◆ **TASK TO CARRY OUT**: Nothing less than an exact copy of all the records is required.

:: DATA EXCERPTS

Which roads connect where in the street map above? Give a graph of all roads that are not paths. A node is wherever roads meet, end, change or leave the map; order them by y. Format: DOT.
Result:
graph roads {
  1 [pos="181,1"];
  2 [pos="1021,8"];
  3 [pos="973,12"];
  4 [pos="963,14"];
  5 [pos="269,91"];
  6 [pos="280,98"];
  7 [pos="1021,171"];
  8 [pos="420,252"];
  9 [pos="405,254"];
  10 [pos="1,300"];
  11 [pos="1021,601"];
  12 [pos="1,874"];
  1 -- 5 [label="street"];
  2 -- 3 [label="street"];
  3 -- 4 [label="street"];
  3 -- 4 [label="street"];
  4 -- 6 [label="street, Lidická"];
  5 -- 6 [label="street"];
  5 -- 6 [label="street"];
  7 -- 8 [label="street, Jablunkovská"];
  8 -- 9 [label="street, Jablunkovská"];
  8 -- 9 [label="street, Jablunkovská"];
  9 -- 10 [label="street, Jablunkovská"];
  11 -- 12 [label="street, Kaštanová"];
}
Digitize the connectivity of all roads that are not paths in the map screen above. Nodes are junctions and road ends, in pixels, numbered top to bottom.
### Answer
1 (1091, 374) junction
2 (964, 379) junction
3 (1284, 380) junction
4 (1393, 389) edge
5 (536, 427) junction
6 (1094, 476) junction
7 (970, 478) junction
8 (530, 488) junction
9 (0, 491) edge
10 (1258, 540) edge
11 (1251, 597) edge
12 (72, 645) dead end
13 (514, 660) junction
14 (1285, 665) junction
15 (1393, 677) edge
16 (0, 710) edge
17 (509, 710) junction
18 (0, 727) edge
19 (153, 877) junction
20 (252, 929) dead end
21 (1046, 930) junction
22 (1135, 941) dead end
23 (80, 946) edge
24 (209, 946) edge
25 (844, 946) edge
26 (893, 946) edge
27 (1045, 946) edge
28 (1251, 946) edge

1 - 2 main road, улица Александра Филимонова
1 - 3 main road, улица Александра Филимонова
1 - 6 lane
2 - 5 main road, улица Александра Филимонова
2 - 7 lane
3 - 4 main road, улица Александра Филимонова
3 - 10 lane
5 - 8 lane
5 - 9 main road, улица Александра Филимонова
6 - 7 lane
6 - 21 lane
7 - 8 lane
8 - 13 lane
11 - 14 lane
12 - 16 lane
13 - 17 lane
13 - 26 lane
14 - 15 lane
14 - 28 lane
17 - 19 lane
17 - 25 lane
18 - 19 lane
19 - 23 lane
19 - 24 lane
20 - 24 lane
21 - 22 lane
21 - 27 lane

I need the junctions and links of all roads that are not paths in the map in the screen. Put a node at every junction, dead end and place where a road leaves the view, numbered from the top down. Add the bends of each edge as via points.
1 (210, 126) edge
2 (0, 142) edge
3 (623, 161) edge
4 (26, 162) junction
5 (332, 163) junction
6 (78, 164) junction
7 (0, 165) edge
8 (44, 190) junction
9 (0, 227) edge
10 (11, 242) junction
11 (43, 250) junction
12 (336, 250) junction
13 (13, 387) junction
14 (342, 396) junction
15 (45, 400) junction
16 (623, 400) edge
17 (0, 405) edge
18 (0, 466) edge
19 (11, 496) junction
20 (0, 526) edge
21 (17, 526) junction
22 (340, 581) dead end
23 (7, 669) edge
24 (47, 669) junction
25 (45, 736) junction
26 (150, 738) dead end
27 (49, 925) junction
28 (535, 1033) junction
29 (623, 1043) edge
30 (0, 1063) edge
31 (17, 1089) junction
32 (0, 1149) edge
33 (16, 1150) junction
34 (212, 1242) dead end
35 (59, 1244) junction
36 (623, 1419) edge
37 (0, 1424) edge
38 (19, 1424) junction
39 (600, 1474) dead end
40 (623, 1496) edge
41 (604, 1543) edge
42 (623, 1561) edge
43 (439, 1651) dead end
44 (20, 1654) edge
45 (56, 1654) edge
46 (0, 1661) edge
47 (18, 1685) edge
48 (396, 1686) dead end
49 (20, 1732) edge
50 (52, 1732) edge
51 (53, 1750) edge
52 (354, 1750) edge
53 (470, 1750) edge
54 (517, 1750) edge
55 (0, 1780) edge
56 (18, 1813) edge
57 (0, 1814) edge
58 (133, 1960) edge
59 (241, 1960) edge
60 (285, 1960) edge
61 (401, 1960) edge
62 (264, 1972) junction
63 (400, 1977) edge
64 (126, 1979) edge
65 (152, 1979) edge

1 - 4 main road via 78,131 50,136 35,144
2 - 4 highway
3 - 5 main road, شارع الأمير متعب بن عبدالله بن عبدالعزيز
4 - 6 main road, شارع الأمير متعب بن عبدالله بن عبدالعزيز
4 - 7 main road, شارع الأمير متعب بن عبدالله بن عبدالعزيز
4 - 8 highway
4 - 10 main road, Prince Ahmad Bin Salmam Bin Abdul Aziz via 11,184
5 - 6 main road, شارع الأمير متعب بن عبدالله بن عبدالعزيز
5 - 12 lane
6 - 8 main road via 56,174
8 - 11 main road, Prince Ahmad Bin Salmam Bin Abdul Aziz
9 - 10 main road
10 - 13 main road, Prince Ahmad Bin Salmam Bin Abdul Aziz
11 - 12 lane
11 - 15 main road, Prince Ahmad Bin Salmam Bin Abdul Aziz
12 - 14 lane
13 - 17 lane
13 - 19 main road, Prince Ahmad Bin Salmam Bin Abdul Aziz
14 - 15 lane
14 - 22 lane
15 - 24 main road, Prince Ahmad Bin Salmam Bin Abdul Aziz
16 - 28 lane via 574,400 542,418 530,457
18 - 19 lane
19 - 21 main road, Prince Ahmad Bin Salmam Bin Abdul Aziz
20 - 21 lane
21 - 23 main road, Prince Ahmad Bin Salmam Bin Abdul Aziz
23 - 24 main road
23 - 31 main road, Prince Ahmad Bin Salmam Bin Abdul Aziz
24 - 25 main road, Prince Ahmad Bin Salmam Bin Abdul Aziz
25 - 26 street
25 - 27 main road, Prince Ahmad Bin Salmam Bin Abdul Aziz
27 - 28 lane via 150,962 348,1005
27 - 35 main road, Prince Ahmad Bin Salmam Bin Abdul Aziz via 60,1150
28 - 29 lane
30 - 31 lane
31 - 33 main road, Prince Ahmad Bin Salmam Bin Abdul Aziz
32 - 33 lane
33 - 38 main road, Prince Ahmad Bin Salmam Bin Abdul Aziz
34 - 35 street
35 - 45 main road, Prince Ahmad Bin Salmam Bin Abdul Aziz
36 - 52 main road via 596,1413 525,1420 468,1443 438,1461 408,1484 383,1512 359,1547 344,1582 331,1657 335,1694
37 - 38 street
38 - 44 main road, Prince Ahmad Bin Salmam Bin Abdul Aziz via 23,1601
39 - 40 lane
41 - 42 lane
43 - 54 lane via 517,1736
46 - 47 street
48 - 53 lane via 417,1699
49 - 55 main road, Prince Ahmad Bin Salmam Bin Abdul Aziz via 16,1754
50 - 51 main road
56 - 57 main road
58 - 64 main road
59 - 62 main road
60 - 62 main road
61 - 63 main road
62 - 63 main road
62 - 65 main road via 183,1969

::::

◆ **ANSWER TO THIS TASK**:
Which roads connect where in the street map above? Give a graph of all roads that are not paths. A node is wherever roads meet, end, change or leave the map; order them by y. Format: DOT.
Result:
graph roads {
  1 [pos="181,1"];
  2 [pos="1021,8"];
  3 [pos="973,12"];
  4 [pos="963,14"];
  5 [pos="269,91"];
  6 [pos="280,98"];
  7 [pos="1021,171"];
  8 [pos="420,252"];
  9 [pos="405,254"];
  10 [pos="1,300"];
  11 [pos="1021,601"];
  12 [pos="1,874"];
  1 -- 5 [label="street"];
  2 -- 3 [label="street"];
  3 -- 4 [label="street"];
  3 -- 4 [label="street"];
  4 -- 6 [label="street, Lidická"];
  5 -- 6 [label="street"];
  5 -- 6 [label="street"];
  7 -- 8 [label="street, Jablunkovská"];
  8 -- 9 [label="street, Jablunkovská"];
  8 -- 9 [label="street, Jablunkovská"];
  9 -- 10 [label="street, Jablunkovská"];
  11 -- 12 [label="street, Kaštanová"];
}
Digitize the connectivity of all roads that are not paths in the map screen above. Nodes are junctions and road ends, in pixels, numbered top to bottom.
### Answer
1 (1091, 374) junction
2 (964, 379) junction
3 (1284, 380) junction
4 (1393, 389) edge
5 (536, 427) junction
6 (1094, 476) junction
7 (970, 478) junction
8 (530, 488) junction
9 (0, 491) edge
10 (1258, 540) edge
11 (1251, 597) edge
12 (72, 645) dead end
13 (514, 660) junction
14 (1285, 665) junction
15 (1393, 677) edge
16 (0, 710) edge
17 (509, 710) junction
18 (0, 727) edge
19 (153, 877) junction
20 (252, 929) dead end
21 (1046, 930) junction
22 (1135, 941) dead end
23 (80, 946) edge
24 (209, 946) edge
25 (844, 946) edge
26 (893, 946) edge
27 (1045, 946) edge
28 (1251, 946) edge

1 - 2 main road, улица Александра Филимонова
1 - 3 main road, улица Александра Филимонова
1 - 6 lane
2 - 5 main road, улица Александра Филимонова
2 - 7 lane
3 - 4 main road, улица Александра Филимонова
3 - 10 lane
5 - 8 lane
5 - 9 main road, улица Александра Филимонова
6 - 7 lane
6 - 21 lane
7 - 8 lane
8 - 13 lane
11 - 14 lane
12 - 16 lane
13 - 17 lane
13 - 26 lane
14 - 15 lane
14 - 28 lane
17 - 19 lane
17 - 25 lane
18 - 19 lane
19 - 23 lane
19 - 24 lane
20 - 24 lane
21 - 22 lane
21 - 27 lane

I need the junctions and links of all roads that are not paths in the map in the screen. Put a node at every junction, dead end and place where a road leaves the view, numbered from the top down. Add the bends of each edge as via points.
1 (210, 126) edge
2 (0, 142) edge
3 (623, 161) edge
4 (26, 162) junction
5 (332, 163) junction
6 (78, 164) junction
7 (0, 165) edge
8 (44, 190) junction
9 (0, 227) edge
10 (11, 242) junction
11 (43, 250) junction
12 (336, 250) junction
13 (13, 387) junction
14 (342, 396) junction
15 (45, 400) junction
16 (623, 400) edge
17 (0, 405) edge
18 (0, 466) edge
19 (11, 496) junction
20 (0, 526) edge
21 (17, 526) junction
22 (340, 581) dead end
23 (7, 669) edge
24 (47, 669) junction
25 (45, 736) junction
26 (150, 738) dead end
27 (49, 925) junction
28 (535, 1033) junction
29 (623, 1043) edge
30 (0, 1063) edge
31 (17, 1089) junction
32 (0, 1149) edge
33 (16, 1150) junction
34 (212, 1242) dead end
35 (59, 1244) junction
36 (623, 1419) edge
37 (0, 1424) edge
38 (19, 1424) junction
39 (600, 1474) dead end
40 (623, 1496) edge
41 (604, 1543) edge
42 (623, 1561) edge
43 (439, 1651) dead end
44 (20, 1654) edge
45 (56, 1654) edge
46 (0, 1661) edge
47 (18, 1685) edge
48 (396, 1686) dead end
49 (20, 1732) edge
50 (52, 1732) edge
51 (53, 1750) edge
52 (354, 1750) edge
53 (470, 1750) edge
54 (517, 1750) edge
55 (0, 1780) edge
56 (18, 1813) edge
57 (0, 1814) edge
58 (133, 1960) edge
59 (241, 1960) edge
60 (285, 1960) edge
61 (401, 1960) edge
62 (264, 1972) junction
63 (400, 1977) edge
64 (126, 1979) edge
65 (152, 1979) edge

1 - 4 main road via 78,131 50,136 35,144
2 - 4 highway
3 - 5 main road, شارع الأمير متعب بن عبدالله بن عبدالعزيز
4 - 6 main road, شارع الأمير متعب بن عبدالله بن عبدالعزيز
4 - 7 main road, شارع الأمير متعب بن عبدالله بن عبدالعزيز
4 - 8 highway
4 - 10 main road, Prince Ahmad Bin Salmam Bin Abdul Aziz via 11,184
5 - 6 main road, شارع الأمير متعب بن عبدالله بن عبدالعزيز
5 - 12 lane
6 - 8 main road via 56,174
8 - 11 main road, Prince Ahmad Bin Salmam Bin Abdul Aziz
9 - 10 main road
10 - 13 main road, Prince Ahmad Bin Salmam Bin Abdul Aziz
11 - 12 lane
11 - 15 main road, Prince Ahmad Bin Salmam Bin Abdul Aziz
12 - 14 lane
13 - 17 lane
13 - 19 main road, Prince Ahmad Bin Salmam Bin Abdul Aziz
14 - 15 lane
14 - 22 lane
15 - 24 main road, Prince Ahmad Bin Salmam Bin Abdul Aziz
16 - 28 lane via 574,400 542,418 530,457
18 - 19 lane
19 - 21 main road, Prince Ahmad Bin Salmam Bin Abdul Aziz
20 - 21 lane
21 - 23 main road, Prince Ahmad Bin Salmam Bin Abdul Aziz
23 - 24 main road
23 - 31 main road, Prince Ahmad Bin Salmam Bin Abdul Aziz
24 - 25 main road, Prince Ahmad Bin Salmam Bin Abdul Aziz
25 - 26 street
25 - 27 main road, Prince Ahmad Bin Salmam Bin Abdul Aziz
27 - 28 lane via 150,962 348,1005
27 - 35 main road, Prince Ahmad Bin Salmam Bin Abdul Aziz via 60,1150
28 - 29 lane
30 - 31 lane
31 - 33 main road, Prince Ahmad Bin Salmam Bin Abdul Aziz
32 - 33 lane
33 - 38 main road, Prince Ahmad Bin Salmam Bin Abdul Aziz
34 - 35 street
35 - 45 main road, Prince Ahmad Bin Salmam Bin Abdul Aziz
36 - 52 main road via 596,1413 525,1420 468,1443 438,1461 408,1484 383,1512 359,1547 344,1582 331,1657 335,1694
37 - 38 street
38 - 44 main road, Prince Ahmad Bin Salmam Bin Abdul Aziz via 23,1601
39 - 40 lane
41 - 42 lane
43 - 54 lane via 517,1736
46 - 47 street
48 - 53 lane via 417,1699
49 - 55 main road, Prince Ahmad Bin Salmam Bin Abdul Aziz via 16,1754
50 - 51 main road
56 - 57 main road
58 - 64 main road
59 - 62 main road
60 - 62 main road
61 - 63 main road
62 - 63 main road
62 - 65 main road via 183,1969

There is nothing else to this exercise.